Не пришлось даже дергать повод, конь, почувствовав согласие хозяина, сам свернул к лесной опушке. Сочная трава под тенистыми кронами манила Бурку, он несколько раз порывался опустить голову, но Илья не позволял. Конь поглядывал искоса на Муромца, как будто даже понимающе, тряс густой гривой, позвякивал пряжками уздечки.
Илья вздохнул. Он наслаждался спокойствием, дорогой на верном коне, тем, что находится при важном деле, что он, наконец, на службе у киевского князя, что он землю русскую обороняет. Но жгучее ощущение тревоги не покидало его весь день.
Отъехав вглубь леса, Илья не видел, как по его следам проскакали пятеро всадников, одетых кто как. Кто – в кольчугу на кожаном подкольчужнике, кто – в старый изрубленный бахтерец, в котором не хватало железных пластин, а кто – в стеганый набивняк. И оружие у них было разное. Кто с мечом, кто с саблей, кто с секирой на длинной рукояти.
Проскакав мимо того места, где Илья свернул в лес, всадники заметались, ища в траве следы конских подков.
Илья не видел погони, но Бурка почувствовал поблизости чужих коней и стал тянуть шею. Верный конь не ржал, знал, что нельзя: могут услышать враги. Но всем своим видом показывал, что они в лесу не одни.
– Ты что? – Илья натянул повод и потрепал коня по шее. – Али учуял кого?
Теперь Муромец и сам закрутил головой, прислушиваясь и всматриваясь в заросли. Перетянув щит со спины, он продел руку в ременные петли. Натянув ратные рукавицы, медленно, чтобы не шуметь, вынул саблю из ножен. Бурка как будто понял мысли хозяина – пошел ровным шагом, поводя чуткими ушами.
«Случайные путники, – думал Илья, – или ратники какие мимо идут? Не пешие, Бурка коней учуял. Свои или Олеговы? А если это половцы возвращаются? Или какой отряд хана Итларя? Эти сейчас злые, им разбойничать не дали. Хорошо, что я с видного места съехал. В лесу поспокойнее, тут без шума не подкрадешься, особенно если оконь. Да и пешему запросто под ногу ветка сухая попадет или камень хрустнет под каблуком. Или железом о ветки заденешь».
Решив переждать у ручья, Илья спешился. Пусть Бурка напьется да остынет немного. Видно будет, правда кто вокруг бродит или мимо прошел. Умывшись ключевой водой, Илья стал слушать лес. Бурка пил из ручья, трогая воду мягкими губами, его уши поворачивались то в одну, то в другую сторону. Конь – хороший сторож, он услышит то, чего человеку не дано. Спокойно себя ведет, значит, на конях никто не приближается. Да и пешего Бурка услышит загодя, не даст подойти незаметно.

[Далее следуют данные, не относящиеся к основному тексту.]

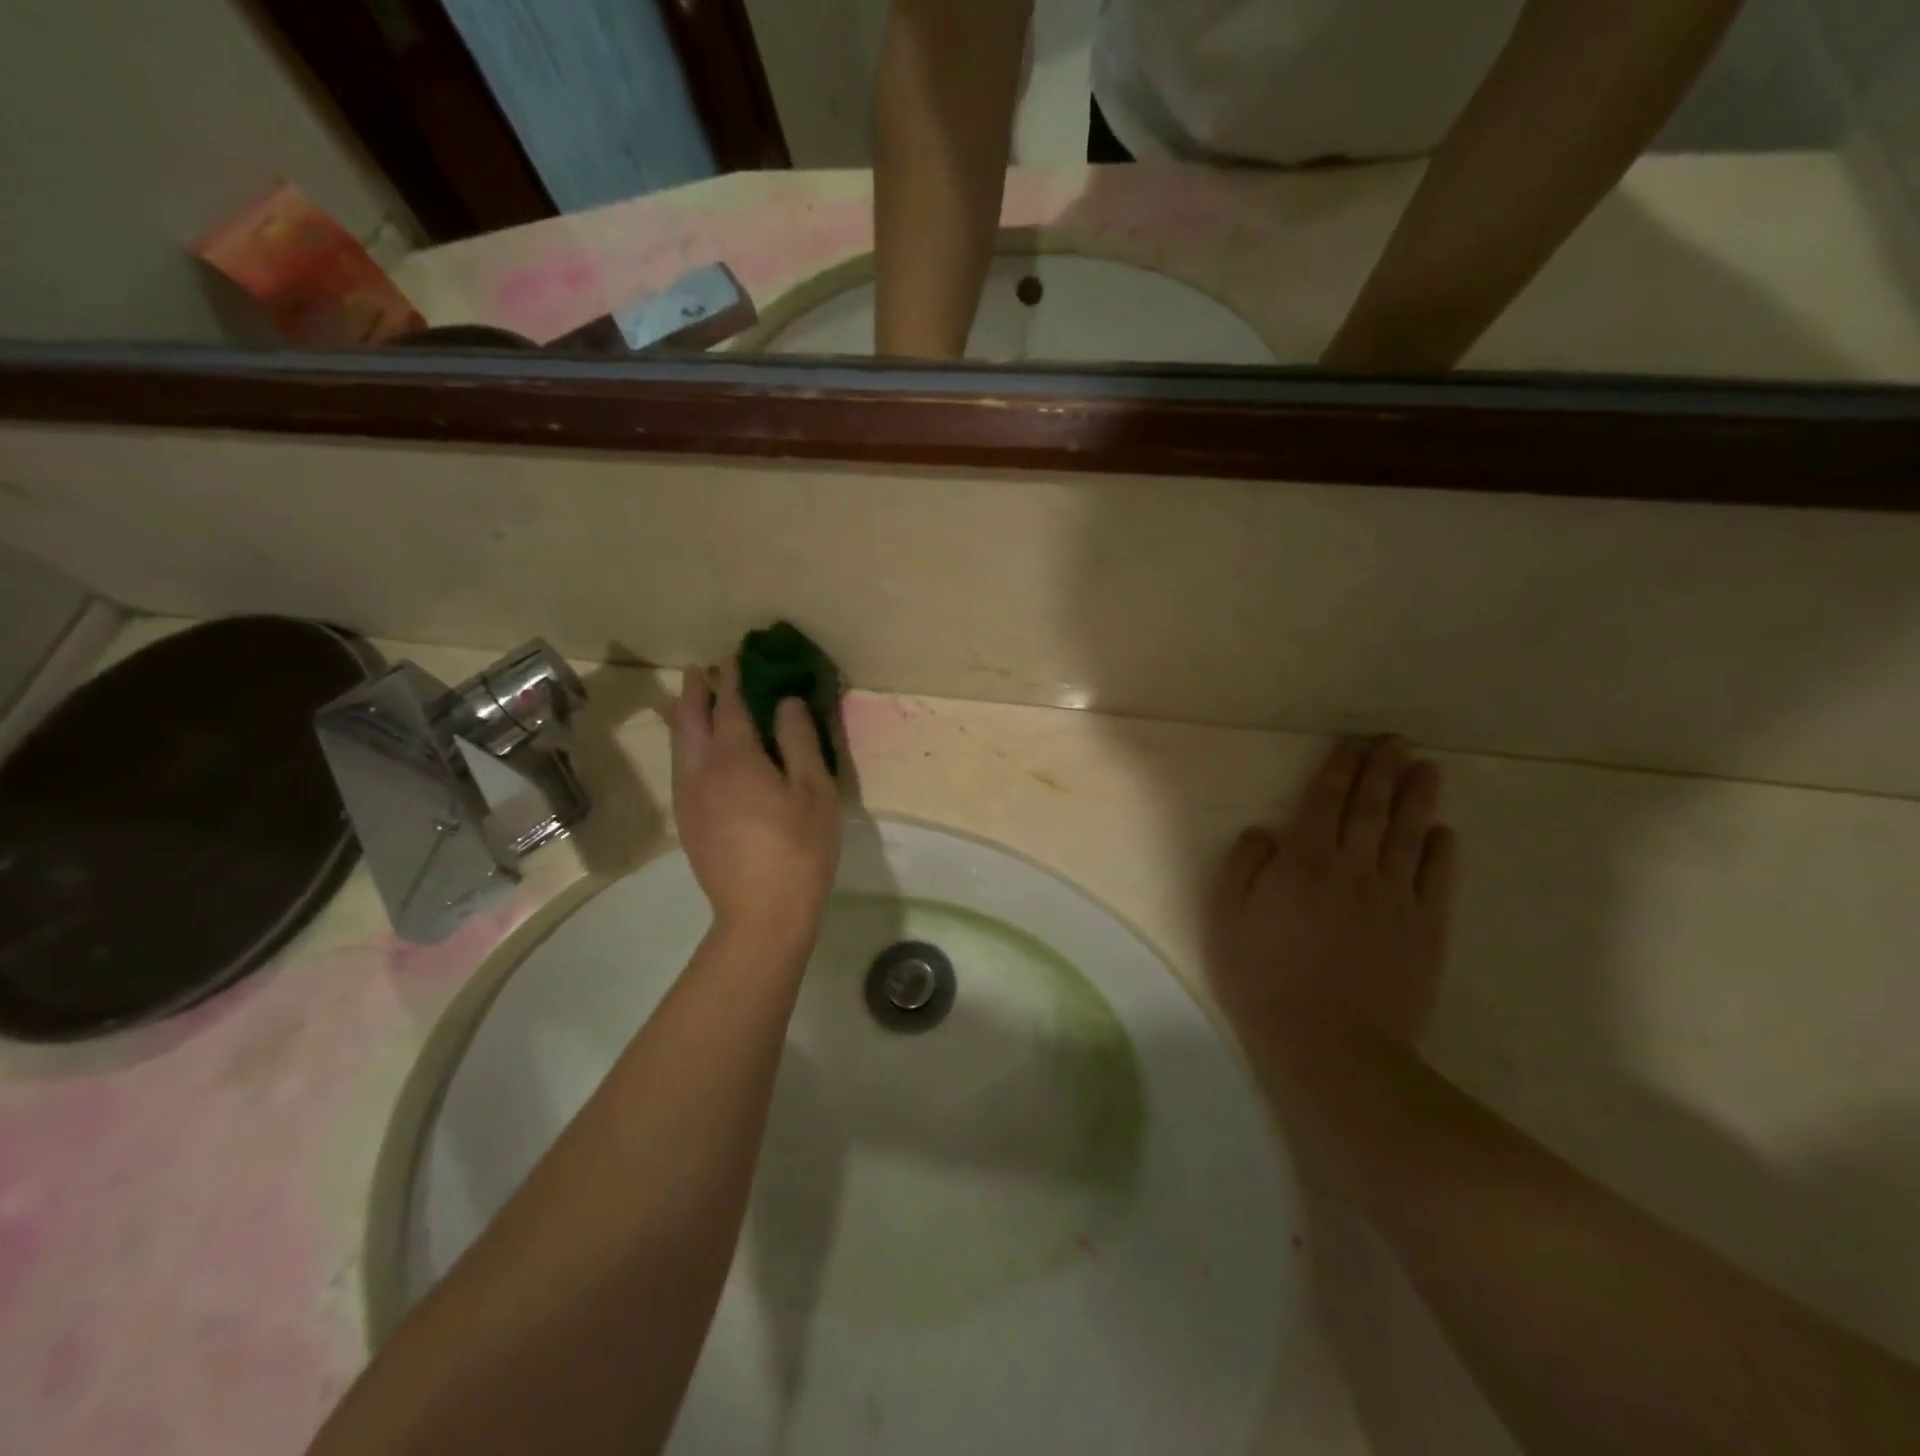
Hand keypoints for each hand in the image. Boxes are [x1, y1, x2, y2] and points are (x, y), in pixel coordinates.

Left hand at [670, 662, 840, 947]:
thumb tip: (786, 703)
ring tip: (695, 704)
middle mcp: (701, 771)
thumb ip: (799, 741)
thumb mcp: (814, 790)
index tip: (733, 658)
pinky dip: (687, 746)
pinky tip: (699, 755)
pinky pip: (681, 770)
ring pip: (679, 746)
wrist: (761, 914)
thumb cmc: (799, 848)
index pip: (729, 706)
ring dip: (686, 718)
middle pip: (689, 721)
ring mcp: (688, 799)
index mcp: (735, 758)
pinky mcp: (687, 823)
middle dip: (694, 692)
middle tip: (700, 671)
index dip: (731, 680)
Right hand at [1206, 737, 1457, 1070]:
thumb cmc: (1264, 978)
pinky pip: (1436, 878)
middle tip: (1396, 741)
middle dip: (1383, 770)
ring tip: (1427, 769)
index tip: (1354, 744)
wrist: (1331, 1045)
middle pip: (1372, 808)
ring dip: (1418, 797)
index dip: (1340, 769)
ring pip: (1409, 834)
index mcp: (1304, 861)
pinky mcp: (1425, 929)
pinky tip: (1443, 832)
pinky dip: (1441, 850)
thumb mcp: (1227, 918)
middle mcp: (1354, 868)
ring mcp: (1395, 897)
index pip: (1325, 801)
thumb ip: (1243, 866)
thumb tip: (1264, 831)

Шло время. Все было спокойно. Илья все чаще поглядывал на небо, что виднелось между кронами деревьев. Солнце клонилось к горизонту. Надо бы сегодня проскакать еще несколько десятков верст. Если так по лесам от каждого шороха прятаться, можно в Киев добраться позже самого князя Владимира. Хорош гонец! А вдруг и правда в грамоте что-то важное?
Илья снова взобрался в седло. Но не проехал он и нескольких шагов по каменистому руслу, как Бурка вдруг захромал.

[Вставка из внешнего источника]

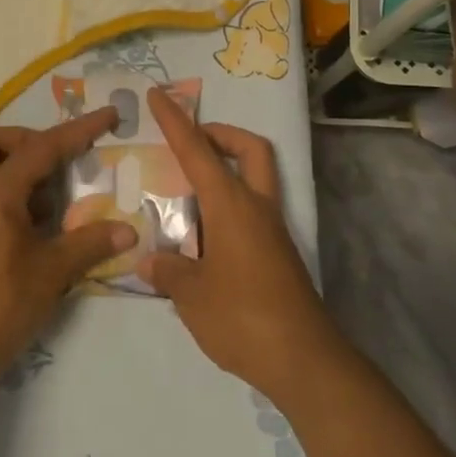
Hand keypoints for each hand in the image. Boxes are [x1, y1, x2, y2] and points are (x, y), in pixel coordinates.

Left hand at [0, 108, 135, 408]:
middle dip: (26, 141)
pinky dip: (7, 191)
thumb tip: (129, 229)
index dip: (79, 130)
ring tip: (49, 195)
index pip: (43, 148)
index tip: (108, 115)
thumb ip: (89, 244)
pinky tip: (34, 223)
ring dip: (13, 165)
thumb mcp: (51, 274)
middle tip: (57, 163)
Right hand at [141, 88, 340, 405]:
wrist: (305, 361)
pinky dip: (229, 204)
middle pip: (250, 149)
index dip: (175, 121)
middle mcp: (256, 207)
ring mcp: (273, 230)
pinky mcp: (279, 254)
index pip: (197, 150)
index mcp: (232, 205)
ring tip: (186, 193)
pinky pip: (253, 209)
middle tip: (191, 142)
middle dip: (221, 133)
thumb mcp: (191, 296)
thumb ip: (169, 271)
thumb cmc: (243, 318)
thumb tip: (151, 260)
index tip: (158, 95)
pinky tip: (203, 236)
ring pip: (256, 177)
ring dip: (227, 169)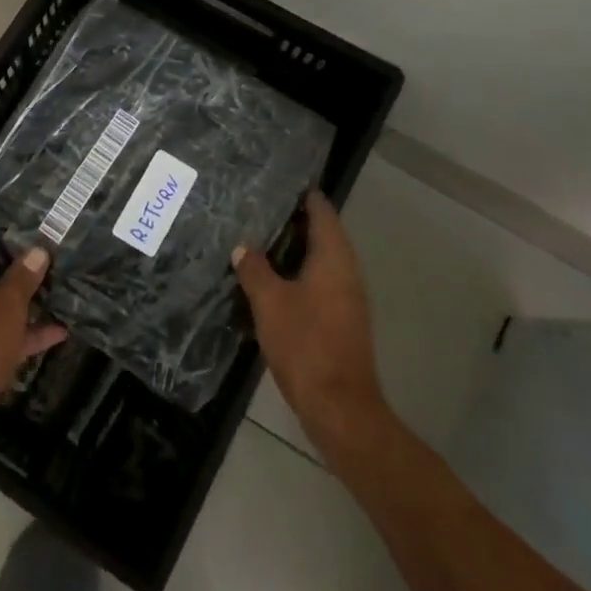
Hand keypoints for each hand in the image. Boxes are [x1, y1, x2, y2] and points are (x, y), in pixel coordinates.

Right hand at [233, 190, 390, 466]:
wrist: (340, 408)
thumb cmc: (306, 345)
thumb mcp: (270, 303)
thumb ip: (255, 270)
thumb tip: (243, 247)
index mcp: (334, 258)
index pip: (322, 211)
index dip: (303, 195)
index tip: (278, 183)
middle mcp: (347, 271)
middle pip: (322, 234)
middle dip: (292, 222)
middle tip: (258, 209)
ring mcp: (348, 298)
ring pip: (320, 261)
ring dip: (293, 250)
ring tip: (258, 241)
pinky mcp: (342, 320)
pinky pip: (319, 283)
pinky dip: (298, 275)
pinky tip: (271, 282)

– Это что за напасть? – проворчал Муромец, останавливая коня и спрыгивая на землю.
Повесив щит на луку седла, он взял ногу Бурки. Так и есть: под подкову забился небольшой камень. Илья покачал головой. Вытащил нож, стал выковыривать камень.
И тут Бурка напрягся и поднял голову.
Первого чужака богатырь увидел сразу. Тот медленно приближался к Илье, держа меч двумя руками на отлете и стараясь укрыться за толстыми стволами деревьев.
Не может быть, чтобы он был один. Будь то разбойник или служивый ратник. Ясно, что не пахарь и не охотник, те в кольчугах не ходят. Да еще и с мечом. Прошелестела листва: еще один появился в нескольких шагах. Потом Илья увидел и третьего. Этот с секирой был ближе всех, взгляд у бородатого был недобрый. С добром оружия не обнажают и, прячась за деревьями, к одинокому путнику не подбираются. А уж если вспомнить про княжескую грамоту, сразу ясно: по его душу пришли.
Поковыряв еще немного ножом в подкове, выбрав мелкие камушки, Илья взял нож за острие и постучал рукоятью по конскому копыту. Никакой нужды в этом не было, только чтобы взять оружие поудобнее.
«Теперь не прогадать. Думаете поживиться? А вот вам!»
Быстро повернувшись, Муромец поднял руку с ножом. Тот, что был с саблей, как раз смотрел на своего товарища, перемигивался с ним, знак подавал. Нож, со свистом рассекая воздух, пролетел через маленькую полянку и вонзился разбойнику в горло. Тот захрипел, выронил оружие, повалился ничком в траву. А Илья уже выхватил из ножен саблю и кинулся к тому, что шел на него с секирой и был ближе других.
Противник был силен, удар секиры обрушился сразу, но Илья отбил его клинком сабли, чуть отступив в сторону. Второй удар последовал тут же, но Илья его уже ждал. Он снова отпрянул назад, а затем ринулся на врага. Выбил секиру, наискось рубанул по шлему, опрокинул оглушенного мужика на землю, а потом, присев на одно колено, пригвоздил саблей к земле.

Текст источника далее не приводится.